• [REQUIREMENT]: The entries should be given again in full. Alter nothing.

(RECORDED INFORMATION begins)

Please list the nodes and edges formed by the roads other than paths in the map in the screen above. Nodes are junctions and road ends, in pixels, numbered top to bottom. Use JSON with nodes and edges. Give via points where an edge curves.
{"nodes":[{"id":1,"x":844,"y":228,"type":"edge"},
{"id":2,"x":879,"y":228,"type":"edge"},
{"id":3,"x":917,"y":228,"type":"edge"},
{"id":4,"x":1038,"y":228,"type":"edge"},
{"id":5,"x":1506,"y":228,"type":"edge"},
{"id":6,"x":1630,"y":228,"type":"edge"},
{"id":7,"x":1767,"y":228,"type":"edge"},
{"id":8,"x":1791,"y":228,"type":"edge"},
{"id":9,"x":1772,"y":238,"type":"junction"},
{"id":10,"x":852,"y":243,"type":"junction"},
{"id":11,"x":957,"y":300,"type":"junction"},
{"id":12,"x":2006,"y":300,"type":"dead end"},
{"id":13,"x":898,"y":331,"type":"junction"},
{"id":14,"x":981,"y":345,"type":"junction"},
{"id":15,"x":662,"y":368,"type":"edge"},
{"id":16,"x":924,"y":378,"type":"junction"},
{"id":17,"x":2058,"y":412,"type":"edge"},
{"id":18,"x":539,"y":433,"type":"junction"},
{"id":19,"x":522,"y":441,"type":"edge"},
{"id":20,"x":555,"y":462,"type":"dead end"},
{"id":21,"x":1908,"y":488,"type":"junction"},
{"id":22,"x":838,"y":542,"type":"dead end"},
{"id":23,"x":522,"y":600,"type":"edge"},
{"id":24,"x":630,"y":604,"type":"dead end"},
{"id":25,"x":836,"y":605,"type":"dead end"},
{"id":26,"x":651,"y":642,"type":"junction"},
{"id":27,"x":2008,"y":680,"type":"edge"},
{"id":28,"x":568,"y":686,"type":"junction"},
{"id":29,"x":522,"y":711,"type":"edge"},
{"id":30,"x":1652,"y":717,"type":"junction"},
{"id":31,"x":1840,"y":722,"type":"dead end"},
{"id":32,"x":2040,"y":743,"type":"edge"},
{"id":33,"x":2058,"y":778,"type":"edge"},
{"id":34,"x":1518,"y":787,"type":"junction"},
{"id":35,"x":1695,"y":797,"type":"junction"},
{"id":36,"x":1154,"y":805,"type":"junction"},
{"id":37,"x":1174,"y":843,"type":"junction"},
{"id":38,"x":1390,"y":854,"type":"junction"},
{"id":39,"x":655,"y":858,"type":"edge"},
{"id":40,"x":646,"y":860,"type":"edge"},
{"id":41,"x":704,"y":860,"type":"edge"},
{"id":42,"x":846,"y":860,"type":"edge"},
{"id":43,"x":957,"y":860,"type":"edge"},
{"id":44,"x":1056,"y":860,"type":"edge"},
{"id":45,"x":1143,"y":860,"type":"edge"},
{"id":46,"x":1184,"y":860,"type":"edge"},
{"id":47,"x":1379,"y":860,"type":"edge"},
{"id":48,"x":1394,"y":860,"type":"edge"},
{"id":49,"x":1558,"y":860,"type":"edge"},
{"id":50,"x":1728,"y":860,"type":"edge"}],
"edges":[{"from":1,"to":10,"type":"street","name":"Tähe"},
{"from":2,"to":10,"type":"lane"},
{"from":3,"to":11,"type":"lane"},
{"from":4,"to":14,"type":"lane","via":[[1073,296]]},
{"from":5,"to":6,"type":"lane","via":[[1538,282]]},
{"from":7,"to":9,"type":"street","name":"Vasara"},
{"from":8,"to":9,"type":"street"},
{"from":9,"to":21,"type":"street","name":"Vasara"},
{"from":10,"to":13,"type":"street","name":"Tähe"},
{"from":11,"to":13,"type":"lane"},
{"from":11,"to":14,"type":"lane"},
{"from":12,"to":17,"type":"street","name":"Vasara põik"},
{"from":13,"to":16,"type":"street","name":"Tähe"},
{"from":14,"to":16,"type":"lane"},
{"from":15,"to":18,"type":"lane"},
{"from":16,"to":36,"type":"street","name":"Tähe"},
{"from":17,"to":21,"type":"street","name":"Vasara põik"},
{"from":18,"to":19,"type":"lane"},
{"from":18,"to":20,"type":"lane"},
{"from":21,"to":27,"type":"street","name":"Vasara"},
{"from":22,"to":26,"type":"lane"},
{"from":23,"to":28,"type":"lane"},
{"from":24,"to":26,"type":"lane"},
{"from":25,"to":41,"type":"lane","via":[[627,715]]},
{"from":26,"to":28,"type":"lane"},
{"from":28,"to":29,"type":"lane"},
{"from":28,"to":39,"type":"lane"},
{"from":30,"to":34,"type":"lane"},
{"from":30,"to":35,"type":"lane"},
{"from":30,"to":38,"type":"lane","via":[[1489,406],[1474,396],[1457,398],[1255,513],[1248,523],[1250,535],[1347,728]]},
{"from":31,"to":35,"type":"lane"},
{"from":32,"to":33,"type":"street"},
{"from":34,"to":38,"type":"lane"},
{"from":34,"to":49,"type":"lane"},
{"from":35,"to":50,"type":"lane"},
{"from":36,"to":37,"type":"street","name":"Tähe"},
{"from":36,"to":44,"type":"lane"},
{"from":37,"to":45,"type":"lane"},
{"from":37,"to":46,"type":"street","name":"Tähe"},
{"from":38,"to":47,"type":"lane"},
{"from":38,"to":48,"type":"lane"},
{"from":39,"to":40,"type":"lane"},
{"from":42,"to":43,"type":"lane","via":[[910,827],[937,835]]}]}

(RECORDED INFORMATION ends)

• [ANSWER SECTION]:
Please list the nodes and edges formed by the roads other than paths in the map in the screen above. Nodes are junctions and road ends, in pixels, numbered top to bottom. Use JSON with nodes and edges. Give via points where an edge curves.
{"nodes":[{"id":1,"x":844,"y":228,"type":"edge"},
{"id":2,"x":879,"y":228,"type":"edge"},
{"id":3,"x":917,"y":228,"type":"edge"},
{"id":4,"x":1038,"y":228,"type":"edge"},
{"id":5,"x":1506,"y":228,"type":"edge"},
{"id":6,"x":1630,"y":228,"type":"edge"},
{"id":7,"x":1767,"y":228,"type":"edge"},
{"id":8,"x":1791,"y":228,"type":"edge"},
{"id":9,"x":1772,"y":238,"type":"junction"},
{"id":10,"x":852,"y":243,"type":"junction"},
{"id":11,"x":957,"y":300,"type":"junction"},
{"id":12,"x":2006,"y":300,"type":"dead end"},
{"id":13,"x":898,"y":331,"type":"junction"},
{"id":14,"x":981,"y":345,"type":"junction"},
{"id":15,"x":662,"y":368,"type":"edge"},
{"id":16,"x":924,"y":378,"type":"junction"},
{"id":17,"x":2058,"y":412,"type":"edge"},
{"id":18,"x":539,"y":433,"type":"junction"},
{"id":19,"x":522,"y":441,"type":"edge"},
{"id":20,"x":555,"y":462,"type":"dead end"},
{"id":21,"x":1908,"y":488,"type":"junction"},
{"id":22,"x":838,"y":542,"type":"dead end"},
{"id":23,"x":522,"y":600,"type":"edge"},
{"id":24,"x":630,"y":604,"type":"dead end"},
{"id":25,"x":836,"y":605,"type":"dead end"},
{"id":26,"x":651,"y":642,"type":"junction"},
{"id":27,"x":2008,"y":680,"type":"edge"},
{"id":28,"x":568,"y":686,"type":"junction"},
{"id":29,"x":522,"y":711,"type":"edge"},
{"id":30,"x":1652,"y":717,"type":"junction"},
{"id":31,"x":1840,"y":722,"type":"dead end"},
{"id":32,"x":2040,"y":743,"type":"edge"},
{"id":33,"x":2058,"y":778,"type":"edge"},
{"id":34,"x":1518,"y":787,"type":"junction"},
{"id":35,"x":1695,"y":797,"type":"junction"},
{"id":36,"x":1154,"y":805,"type":"junction"},
{"id":37,"x":1174,"y":843,"type":"junction"},
{"id":38,"x":1390,"y":854,"type":"junction"},
{"id":39,"x":655,"y":858,"type":"edge"},
{"id":40,"x":646,"y":860,"type":"edge"},
{"id":41,"x":704,"y":860,"type":"edge"},
{"id":42,"x":846,"y":860,"type":"edge"},
{"id":43,"x":957,"y":860,"type":"edge"},
{"id":44,"x":1056,"y":860,"type":"edge"},
{"id":45,"x":1143,"y":860,"type":"edge"},
{"id":46,"x":1184,"y":860,"type":"edge"},
{"id":47,"x":1379,"y":860,"type":"edge"},
{"id":48,"x":1394,"y":860,"type":"edge"},
{"id":49,"x":1558,"y":860,"type":"edge"},
{"id":50,"x":1728,"y":860,"type":"edge"}],
"edges":[{"from":1,"to":10,"type":"street","name":"Tähe"},
{"from":2,"to":10,"type":"lane"},
{"from":3,"to":11,"type":"lane"},
{"from":4,"to":14,"type":"lane","via":[[1073,296]]},
{"from":5,"to":6,"type":"lane","via":[[1538,282]]},
{"from":7,"to":9,"type":"street","name":"Vasara"},
{"from":8,"to":9,"type":"street"},
{"from":9,"to":21,"type":"street","name":"Vasara"},
{"from":10,"to":13,"type":"street","name":"Tähe"},
{"from":11,"to":13,"type":"lane"},
{"from":11,"to":14,"type":"lane"},
{"from":12,"to":17,"type":"street","name":"Vasara põik"},
{"from":13,"to":16,"type":"street","name":"Tähe"},
{"from":14,"to":16,"type":"lane"},
{"from":15,"to":18,"type":"lane"},
{"from":16,"to":36,"type":"street","name":"Tähe"},
{"from":17,"to":21,"type":"street","name":"Vasara põik"},
{"from":18,"to":19,"type":"lane"},
{"from":18,"to":20,"type":"lane"},
{"from":21,"to":27,"type":"street","name":"Vasara"},
{"from":22,"to":26,"type":"lane"},
{"from":23,"to":28,"type":"lane"},
{"from":24,"to":26,"type":"lane"},
{"from":25,"to":41,"type":"lane","via":[[627,715]]},
{"from":26,"to":28,"type":"lane"},
{"from":28,"to":29,"type":"lane"},
{"from":28,"to":39,"type":"lane"},
{"from":30,"to":34,"type":"lane"},
{"from":30,"to":35,"type":"lane"},
{"from":30,"to":38,"type":"lane","via":[[1489,406],[1474,396],[1457,398],[1255,513],[1248,523],[1250,535],[1347,728]]},
{"from":31,"to":35,"type":"lane"},
{"from":32,"to":33,"type":"street"},
{"from":34,"to":38,"type":"lane"},
{"from":34,"to":49,"type":"lane"},
{"from":35,"to":50,"type":"lane"},
{"from":36,"to":37,"type":"street","name":"Tähe"},
{"from":36,"to":44,"type":"lane"},
{"from":37,"to":45,"type":"lane"},
{"from":37,"to":46,"type":"street","name":"Tähe"},
{"from":38,"to":47,"type":"lane"},
{"from":38,"to":48,"type":"lane"},
{"from":39,"to":40,"type":"lane"},
{"from":42,"to":43,"type":"lane","via":[[910,827],[937,835]]}]}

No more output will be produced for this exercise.